Saved entries:
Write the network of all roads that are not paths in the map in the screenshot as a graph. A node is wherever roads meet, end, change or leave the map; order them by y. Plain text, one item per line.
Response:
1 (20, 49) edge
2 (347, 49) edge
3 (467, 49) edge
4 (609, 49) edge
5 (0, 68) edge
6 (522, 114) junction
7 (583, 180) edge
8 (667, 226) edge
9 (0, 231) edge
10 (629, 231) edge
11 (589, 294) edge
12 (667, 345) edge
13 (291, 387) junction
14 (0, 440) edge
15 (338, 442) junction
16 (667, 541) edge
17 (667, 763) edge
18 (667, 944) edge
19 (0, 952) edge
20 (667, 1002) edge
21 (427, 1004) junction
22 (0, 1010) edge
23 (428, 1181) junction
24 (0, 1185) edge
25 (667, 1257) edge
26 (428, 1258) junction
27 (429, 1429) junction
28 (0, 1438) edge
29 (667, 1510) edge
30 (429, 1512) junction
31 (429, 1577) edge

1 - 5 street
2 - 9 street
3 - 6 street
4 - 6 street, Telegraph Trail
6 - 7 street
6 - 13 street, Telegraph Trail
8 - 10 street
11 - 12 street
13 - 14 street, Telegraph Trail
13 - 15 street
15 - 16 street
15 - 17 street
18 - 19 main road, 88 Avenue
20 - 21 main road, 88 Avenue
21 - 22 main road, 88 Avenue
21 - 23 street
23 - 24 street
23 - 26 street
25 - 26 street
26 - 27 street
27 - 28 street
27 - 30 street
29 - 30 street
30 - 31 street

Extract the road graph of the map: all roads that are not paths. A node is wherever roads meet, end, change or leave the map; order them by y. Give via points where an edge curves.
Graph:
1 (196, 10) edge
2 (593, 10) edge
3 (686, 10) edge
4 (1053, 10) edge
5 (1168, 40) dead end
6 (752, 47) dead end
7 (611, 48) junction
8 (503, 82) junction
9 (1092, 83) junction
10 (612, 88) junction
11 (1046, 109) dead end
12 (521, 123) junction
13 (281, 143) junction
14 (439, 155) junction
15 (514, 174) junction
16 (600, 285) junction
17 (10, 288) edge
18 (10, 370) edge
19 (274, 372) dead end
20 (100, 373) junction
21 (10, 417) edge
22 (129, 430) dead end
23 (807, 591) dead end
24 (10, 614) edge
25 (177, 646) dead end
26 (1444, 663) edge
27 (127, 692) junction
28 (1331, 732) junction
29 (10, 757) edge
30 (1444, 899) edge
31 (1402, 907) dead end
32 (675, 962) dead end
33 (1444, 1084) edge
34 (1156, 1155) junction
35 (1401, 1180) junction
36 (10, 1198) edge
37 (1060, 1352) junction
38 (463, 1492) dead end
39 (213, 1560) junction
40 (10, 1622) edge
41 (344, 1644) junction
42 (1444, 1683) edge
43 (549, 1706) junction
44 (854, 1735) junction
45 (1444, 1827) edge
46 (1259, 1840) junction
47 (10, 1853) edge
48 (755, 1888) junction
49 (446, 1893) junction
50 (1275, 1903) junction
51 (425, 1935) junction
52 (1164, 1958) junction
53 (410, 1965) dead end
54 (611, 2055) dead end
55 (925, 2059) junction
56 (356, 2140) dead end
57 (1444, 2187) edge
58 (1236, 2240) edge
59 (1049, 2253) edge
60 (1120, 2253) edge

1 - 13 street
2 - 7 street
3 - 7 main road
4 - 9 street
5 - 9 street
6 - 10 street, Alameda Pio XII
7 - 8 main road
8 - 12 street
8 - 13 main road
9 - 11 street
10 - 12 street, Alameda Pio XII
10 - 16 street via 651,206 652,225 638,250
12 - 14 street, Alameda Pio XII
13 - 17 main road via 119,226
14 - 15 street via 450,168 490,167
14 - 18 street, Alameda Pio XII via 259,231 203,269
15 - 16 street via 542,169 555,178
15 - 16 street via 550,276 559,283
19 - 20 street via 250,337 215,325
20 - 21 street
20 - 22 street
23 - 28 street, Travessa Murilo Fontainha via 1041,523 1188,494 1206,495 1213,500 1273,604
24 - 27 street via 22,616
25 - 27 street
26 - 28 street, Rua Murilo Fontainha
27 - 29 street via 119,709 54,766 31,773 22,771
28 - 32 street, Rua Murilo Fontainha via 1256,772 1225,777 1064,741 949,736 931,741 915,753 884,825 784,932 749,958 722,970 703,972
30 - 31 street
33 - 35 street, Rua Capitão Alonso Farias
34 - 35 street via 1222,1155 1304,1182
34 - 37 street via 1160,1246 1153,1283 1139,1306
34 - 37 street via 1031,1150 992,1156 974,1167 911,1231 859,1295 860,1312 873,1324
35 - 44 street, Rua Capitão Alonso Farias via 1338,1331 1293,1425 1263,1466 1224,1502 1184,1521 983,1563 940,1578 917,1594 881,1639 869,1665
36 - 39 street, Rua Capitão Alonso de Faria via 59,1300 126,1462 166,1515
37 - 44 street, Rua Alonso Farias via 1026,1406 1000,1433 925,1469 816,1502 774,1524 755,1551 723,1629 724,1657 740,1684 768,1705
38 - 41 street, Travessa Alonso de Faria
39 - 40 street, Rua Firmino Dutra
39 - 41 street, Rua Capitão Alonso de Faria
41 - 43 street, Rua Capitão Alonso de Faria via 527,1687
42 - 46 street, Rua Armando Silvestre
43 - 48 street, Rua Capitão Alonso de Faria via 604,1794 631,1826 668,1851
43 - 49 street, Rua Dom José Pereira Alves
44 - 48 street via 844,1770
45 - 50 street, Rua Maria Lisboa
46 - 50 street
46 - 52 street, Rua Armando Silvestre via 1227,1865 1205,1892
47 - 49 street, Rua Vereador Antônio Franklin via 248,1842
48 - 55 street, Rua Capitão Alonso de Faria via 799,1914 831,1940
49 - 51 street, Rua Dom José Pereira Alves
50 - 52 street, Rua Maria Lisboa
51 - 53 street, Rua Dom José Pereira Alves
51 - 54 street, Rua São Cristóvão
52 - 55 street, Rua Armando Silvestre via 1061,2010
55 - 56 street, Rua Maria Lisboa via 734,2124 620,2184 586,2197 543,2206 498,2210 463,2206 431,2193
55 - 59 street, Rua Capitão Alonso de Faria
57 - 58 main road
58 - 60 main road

What you have to do =>
Restate each record above word for word.

Written response =>
Write the network of all roads that are not paths in the map in the screenshot as a graph. A node is wherever roads meet, end, change or leave the map; order them by y. Plain text, one item per line.
Response:
1 (20, 49) edge
2 (347, 49) edge
3 (467, 49) edge
4 (609, 49) edge
5 (0, 68) edge
6 (522, 114) junction
7 (583, 180) edge
8 (667, 226) edge
9 (0, 231) edge
10 (629, 231) edge
11 (589, 294) edge
12 (667, 345) edge
13 (291, 387) junction
14 (0, 440) edge
15 (338, 442) junction
16 (667, 541) edge
17 (667, 763) edge
18 (667, 944) edge
19 (0, 952) edge
20 (667, 1002) edge
21 (427, 1004) junction
22 (0, 1010) edge
23 (428, 1181) junction
24 (0, 1185) edge
25 (667, 1257) edge
26 (428, 1258) junction
27 (429, 1429) junction
28 (0, 1438) edge
29 (667, 1510) edge
30 (429, 1512) junction
31 (429, 1577) edge

1 - 5 street
2 - 9 street
3 - 6 street
4 - 6 street, Telegraph Trail
6 - 7 street
6 - 13 street, Telegraph Trail
8 - 10 street
11 - 12 street
13 - 14 street, Telegraph Trail
13 - 15 street
15 - 16 street
15 - 17 street
18 - 19 main road, 88 Avenue
20 - 21 main road, 88 Avenue
21 - 22 main road, 88 Avenue
21 - 23 street
23 - 24 street
23 - 26 street
25 - 26 street
26 - 27 street
27 - 28 street
27 - 30 street
29 - 30 street
30 - 31 street

Extract the road graph of the map: all roads that are not paths. A node is wherever roads meet, end, change or leave the map; order them by y. Give via points where an edge curves.
Graph:
1 (196, 10) edge
2 (593, 10) edge
3 (686, 10) edge
4 (1053, 10) edge
5 (1168, 40) dead end
6 (752, 47) dead end
7 (611, 48) junction
8 (503, 82) junction
9 (1092, 83) junction
10 (612, 88) junction
11 (1046, 109) dead end
12 (521, 123) junction
13 (281, 143) junction
14 (439, 155) junction
15 (514, 174) junction
16 (600, 285) junction
17 (10, 288) edge
18 (10, 370) edge
19 (274, 372) dead end
20 (100, 373) junction
21 (10, 417) edge
22 (129, 430) dead end
23 (807, 591) dead end
24 (10, 614) edge
25 (177, 646) dead end
26 (1444, 663) edge
27 (127, 692) junction
28 (1331, 732) junction
29 (10, 757) edge
30 (1444, 899) edge
31 (1402, 907) dead end
32 (675, 962) dead end
33 (1444, 1084) edge
34 (1156, 1155) junction
35 (1401, 1180) junction
36 (10, 1198) edge
37 (1060, 1352) junction
38 (463, 1492) dead end
39 (213, 1560) junction
40 (10, 1622) edge
41 (344, 1644) junction
42 (1444, 1683) edge
43 (549, 1706) junction
44 (854, 1735) junction
45 (1444, 1827) edge
46 (1259, 1840) junction
47 (10, 1853) edge
48 (755, 1888) junction
49 (446, 1893) junction
50 (1275, 1903) junction
51 (425, 1935) junction
52 (1164, 1958) junction
53 (410, 1965) dead end
54 (611, 2055) dead end
55 (925, 2059) junction
56 (356, 2140) dead end
57 (1444, 2187) edge
58 (1236, 2240) edge
59 (1049, 2253) edge
60 (1120, 2253) edge

1 - 13 street
2 - 7 street
3 - 7 main road
4 - 9 street
5 - 9 street
6 - 10 street, Alameda Pio XII
7 - 8 main road
8 - 12 street
8 - 13 main road
9 - 11 street
10 - 12 street, Alameda Pio XII
10 - 16 street via 651,206 652,225 638,250
12 - 14 street, Alameda Pio XII
13 - 17 main road via 119,226
14 - 15 street via 450,168 490,167
14 - 18 street, Alameda Pio XII via 259,231 203,269
15 - 16 street via 542,169 555,178
15 - 16 street via 550,276 559,283
19 - 20 street via 250,337 215,325
20 - 21 street
20 - 22 street
23 - 28 street, Travessa Murilo Fontainha via 1041,523 1188,494 1206,495 1213,500 1273,604
24 - 27 street via 22,616
25 - 27 street
26 - 28 street, Rua Murilo Fontainha
27 - 29 street via 119,709 54,766 31,773 22,771
28 - 32 street, Rua Murilo Fontainha via 1256,772 1225,777 1064,741 949,736 931,741 915,753 884,825 784,932 749,958 722,970 703,972
30 - 31 street
33 - 35 street, Rua Capitão Alonso Farias
34 - 35 street via 1222,1155 1304,1182
34 - 37 street via 1160,1246 1153,1283 1139,1306
34 - 37 street via 1031,1150 992,1156 974,1167 911,1231 859,1295 860,1312 873,1324
35 - 44 street, Rua Capitão Alonso Farias via 1338,1331 1293,1425 1263,1466 1224,1502 1184,1521 983,1563 940,1578 917,1594 881,1639 869,1665
36 - 39 street, Rua Capitão Alonso de Faria via 59,1300 126,1462 166,1515
37 - 44 street, Rua Alonso Farias via 1026,1406 1000,1433 925,1469 816,1502 774,1524 755,1551 723,1629 724,1657 740,1684 768,1705
38 - 41 street, Travessa Alonso de Faria
39 - 40 street, Rua Firmino Dutra
39 - 41 street, Rua Capitão Alonso de Faria
41 - 43 street, Rua Capitão Alonso de Faria via 527,1687
42 - 46 street, Rua Armando Silvestre
43 - 48 street, Rua Capitão Alonso de Faria via 604,1794 631,1826 668,1851
43 - 49 street, Rua Dom José Pereira Alves
44 - 48 street via 844,1770
45 - 50 street, Rua Maria Lisboa
46 - 50 street
46 - 52 street, Rua Armando Silvestre via 1227,1865 1205,1892
47 - 49 street, Rua Vereador Antônio Franklin via 248,1842
48 - 55 street, Rua Capitão Alonso de Faria via 799,1914 831,1940
49 - 51 street, Rua Dom José Pereira Alves
50 - 52 street, Rua Maria Lisboa
51 - 53 street, Rua Dom José Pereira Alves
51 - 54 street, Rua São Cristóvão
52 - 55 street, Rua Armando Silvestre via 1061,2010
55 - 56 street, Rua Maria Lisboa via 734,2124 620,2184 586,2197 543,2206 498,2210 463,2206 431,2193
55 - 59 street, Rua Capitão Alonso de Faria
57 - 58 main road
58 - 60 main road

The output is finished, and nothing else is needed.